Kul-Nam was not the last man in the two fleets to die. It took a while to hoist Prince Durouman's standard to the flagship's masthead. It took a while after that for every one to see it and realize what it meant. It took an even longer time to convince everyone aboard the ships of Saram that they could surrender safely. Most expected to have their throats cut or be pitched overboard the moment they laid down their arms.

No one gave such promises to the Corps of Eunuchs. It would have been a waste of breath, and anyone who even suggested it would probably have been heaved overboard, along with most of the corps. Like Avenger's former slavemasters, they were no great loss. They had been Kul-Nam's personal terror weapon, and now that Kul-Nam was dead there was nothing for them to do except follow their master.

There was another man whom Blade and Prince Durouman would cheerfully have dealt with in the same way-the treacherous commandant of Parine. He had not only told Kul-Nam of the princess's moves against him, thus provoking the attack. He had also revealed all the secrets and weaknesses of Parine's fortifications, thus helping to make the attack a success.

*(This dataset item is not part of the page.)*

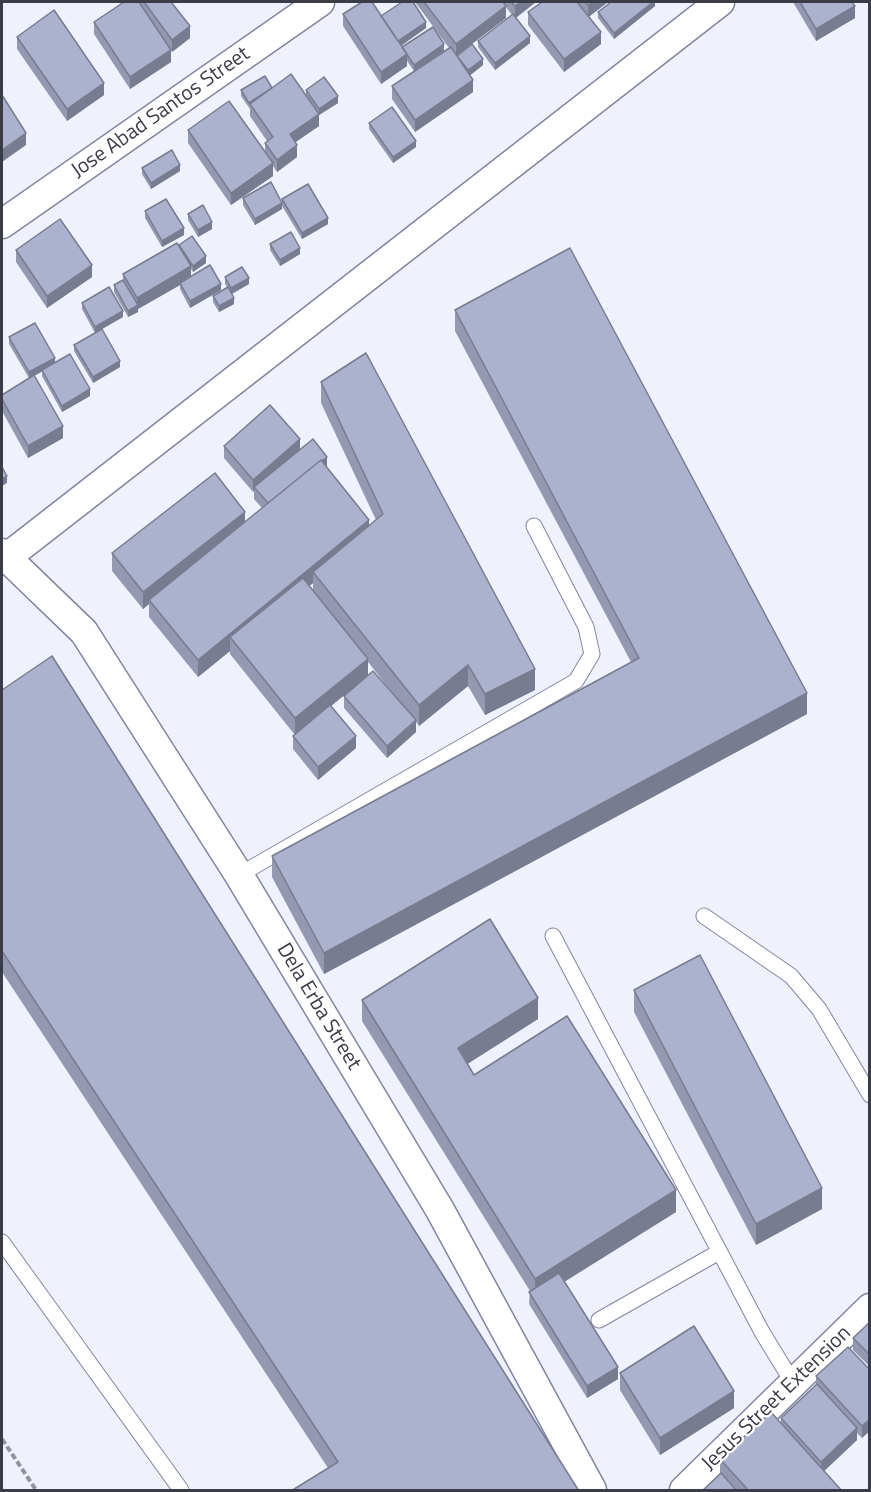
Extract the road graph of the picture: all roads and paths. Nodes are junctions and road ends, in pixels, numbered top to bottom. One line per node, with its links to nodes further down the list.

Emass was frank about what should be done with the commandant. «We should take him back to Parine and there torture him to death the same way Princess Tarassa died.»

Blade shook his head. «As much as I want his blood, I don't want it that way. There should be no more torture or painful executions under Prince-ah, Emperor-Durouman rule. That will make a great and welcome contrast with Kul-Nam.» They would not have understood his suggesting that torture was wrong-it was that sort of Dimension.

In any case, the question turned out to be meaningless. They discovered that the commandant had fallen in the attack on Parine, along with nearly five thousand more of Kul-Nam's men. He had made the attack on Parine a success, but he had not made it easy, nor had he lived to collect his hoped-for reward of becoming Prince of Parine. Along with the five thousand men had gone twenty galleys, five sailing ships, and nearly half of Kul-Nam's store of ammunition.

Two large groups of men who had spent most of the day trying to kill each other did not become sworn comrades overnight. But everyone was too exhausted and too relieved that Kul-Nam was dead to bear anyone any ill will. By morning everyone had slept enough to realize that a new and perhaps better time for all of them was dawning with the new day. The battered fleets set sail for Garis with everyone in much better spirits.

The voyage to Garis took three days. The arrival of the combined fleets and the news they brought first stunned the people, then set off wild rejoicing. Word spread rapidly through Saram, and the rejoicing steadily mounted. By the time Emperor Durouman rode inland toward his capital, his progress had the air of a triumphal procession. Blade rode with him, hailed as the mightiest of the mighty and the champion of champions, a savior to all, second only to the new Emperor himself.

The only thing that marred the procession was the number of bodies that littered the streets and road-Kul-Nam's informers or officials, his police or merely those who had supported him too loudly in the past and hadn't turned their colors fast enough. Durouman didn't much care for the sight.